注：染色洗涤液洗涤时间可根据经验延长时间至最长5分钟。

（4）选做：可用苏木素染色液(ES-8524)进行细胞核的复染。

（5）加入适量PBS，均匀覆盖细胞即可，显微镜下观察和拍照。

b. 对于冰冻切片、骨髓涂片和血涂片：

（1）加入适量染色洗涤液覆盖样品20秒。

（2）吸除染色洗涤液，取适量改良油红O染色液工作液，滴加于切片上，或直接将切片浸入染色工作液中，染色10-20分钟。

注：可适当延长染色时间，但不要超过1小时。

（3）去除改良油红O染色液工作液，将适量染色洗涤液滴加于切片上，静置30秒，然后去除染色洗涤液，浸入蒸馏水中置于摇床洗涤20秒。

（4）选做：可用苏木素染色液(ES-8524)进行细胞核的复染。

（5）染色完成后可以直接观察和拍照。也可以使用水性封片液封片，然后镜下观察和拍照。

【注意事项】

1. 本品使用Sigma原料，货号为O0625。

2. 改良油红O染色液为饱和溶液，容易有析出，不影响使用效果，也可以60ºC左右水浴加热促溶。配制工作液后若沉淀较多，可用滤纸过滤后使用。

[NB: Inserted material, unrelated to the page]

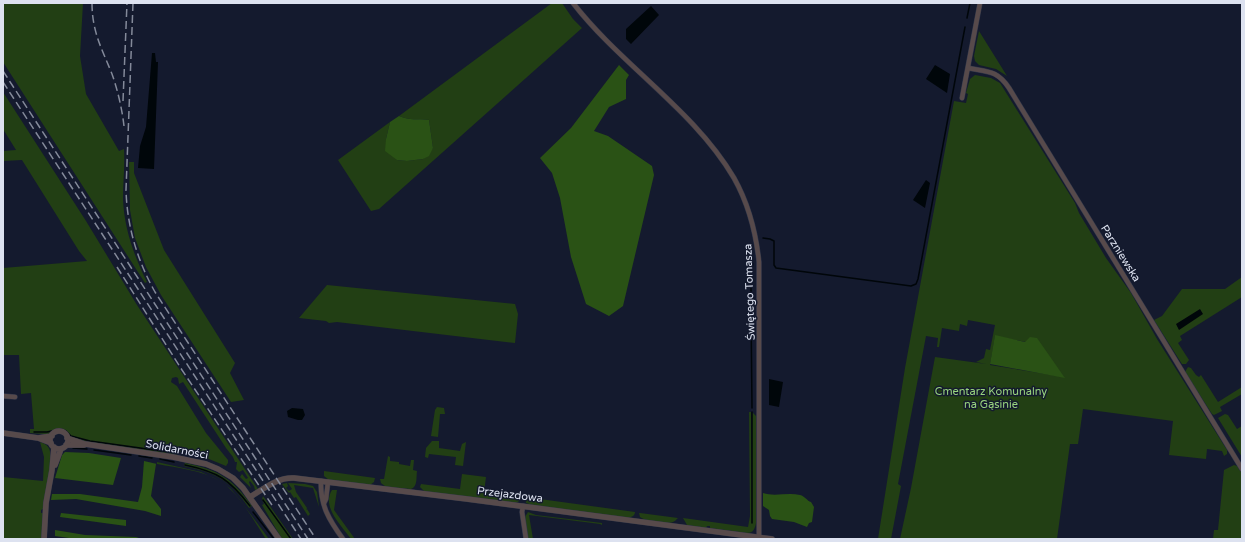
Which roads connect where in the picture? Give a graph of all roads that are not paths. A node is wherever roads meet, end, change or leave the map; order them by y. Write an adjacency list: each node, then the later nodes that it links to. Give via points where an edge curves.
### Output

3. 样品固定时请使用4%细胞/组织固定液(ES-8100)或10%甲醛溶液，不可用醇类或丙酮等可以溶解脂肪的固定液。

4. 油红O染色时，应避免染色液挥发，否则染色液可能会形成沉淀而产生背景。

5. 用于油红O染色的冰冻切片要适当厚一些，一般为10-15µm，切片太薄容易导致脂肪流失。

6. 油红O染色结果不能长期保存，染色完毕后应尽快观察拍照。

7. 本产品仅限于专业人员的科学研究用，不得用于临床诊断或治疗，不得用于食品或药品，不得存放于普通住宅内。

8. 为了您的安全和健康，请穿实验服并戴一次性手套操作。

【参考文献】

1. Andrographolide Alleviates Hepatic Inflammation in NAFLD W. Hu et al., Natural Product Research (2025)

2. Ramírez-Zacarías JL, Castro-Muñozledo F, Kuri-Harcuch W. Histochemistry. 1992. 97(6):493-7.